Dataset entries
....
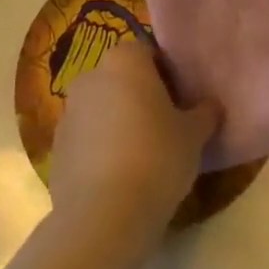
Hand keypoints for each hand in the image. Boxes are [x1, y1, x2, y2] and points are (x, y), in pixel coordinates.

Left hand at [50, 41, 218, 236]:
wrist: (104, 215)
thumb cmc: (157, 158)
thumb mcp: (194, 135)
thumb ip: (204, 113)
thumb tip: (211, 106)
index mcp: (124, 61)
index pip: (148, 53)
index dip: (167, 75)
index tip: (181, 102)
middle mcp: (90, 77)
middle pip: (121, 79)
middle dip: (140, 97)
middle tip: (166, 128)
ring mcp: (68, 112)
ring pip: (101, 109)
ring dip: (118, 123)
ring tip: (142, 158)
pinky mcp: (56, 148)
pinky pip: (86, 139)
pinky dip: (100, 150)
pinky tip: (118, 178)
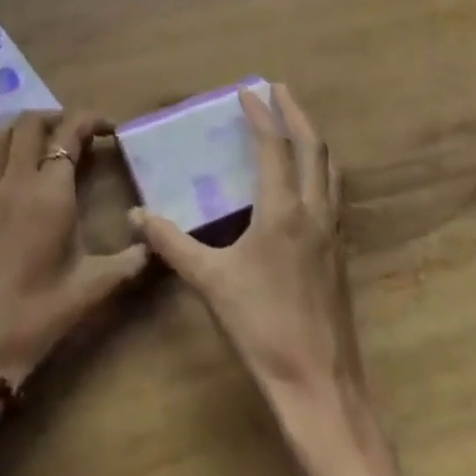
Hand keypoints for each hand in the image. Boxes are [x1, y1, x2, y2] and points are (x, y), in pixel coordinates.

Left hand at [0, 110, 147, 475]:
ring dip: (14, 128)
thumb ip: (130, 261)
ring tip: (34, 137)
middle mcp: (15, 183)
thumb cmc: (41, 315)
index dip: (90, 120)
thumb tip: (156, 242)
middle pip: (28, 124)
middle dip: (54, 117)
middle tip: (72, 133)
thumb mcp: (94, 287)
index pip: (69, 135)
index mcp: (51, 194)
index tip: (107, 129)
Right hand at [133, 85, 360, 398]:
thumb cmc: (262, 328)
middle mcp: (314, 213)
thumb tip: (135, 216)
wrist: (320, 386)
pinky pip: (333, 195)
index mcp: (283, 212)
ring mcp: (333, 234)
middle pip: (313, 148)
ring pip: (329, 170)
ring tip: (296, 124)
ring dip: (312, 139)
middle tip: (278, 89)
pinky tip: (307, 183)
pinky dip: (320, 171)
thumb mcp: (209, 282)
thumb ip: (171, 244)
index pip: (274, 147)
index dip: (261, 115)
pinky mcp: (340, 256)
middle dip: (296, 113)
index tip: (247, 91)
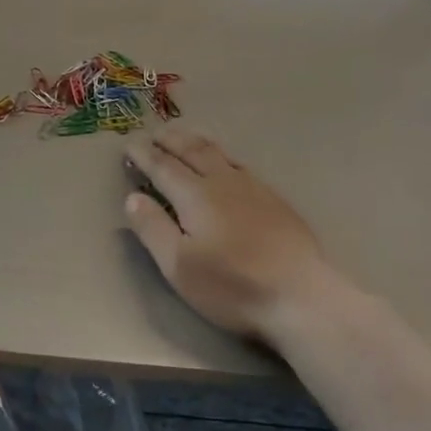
....
Exercise objective
Without including any pictures, set down word for word every line from the one containing "middle tip: (72, 133)" through the last line of the material.

Exercise answer
middle tip: (72, 133)
thumb mcp: (94, 287)
index pip: (69, 135)
index mcp: (51, 194)
index tip: (107, 129)
Right hand at [133, 85, 360, 398]:
thumb cmc: (262, 328)
middle mcp: (314, 213)
thumb tip: (135, 216)
wrist: (320, 386)
pinky pip: (333, 195)
index mcp: (283, 212)
ring mcp: (333, 234)
middle pip: (313, 148)
ring pip: (329, 170)
ring tip: (296, 124)
ring dip: (312, 139)
middle tip: (278, 89)
pinky tip: (307, 183)
pinky dip: (320, 171)
thumb mcp: (209, 282)
thumb ip: (171, 244)
index pip: (274, 147)
index dip: (261, 115)
pinky mcp: (340, 256)
middle dip: (296, 113)
index tip: (247, 91)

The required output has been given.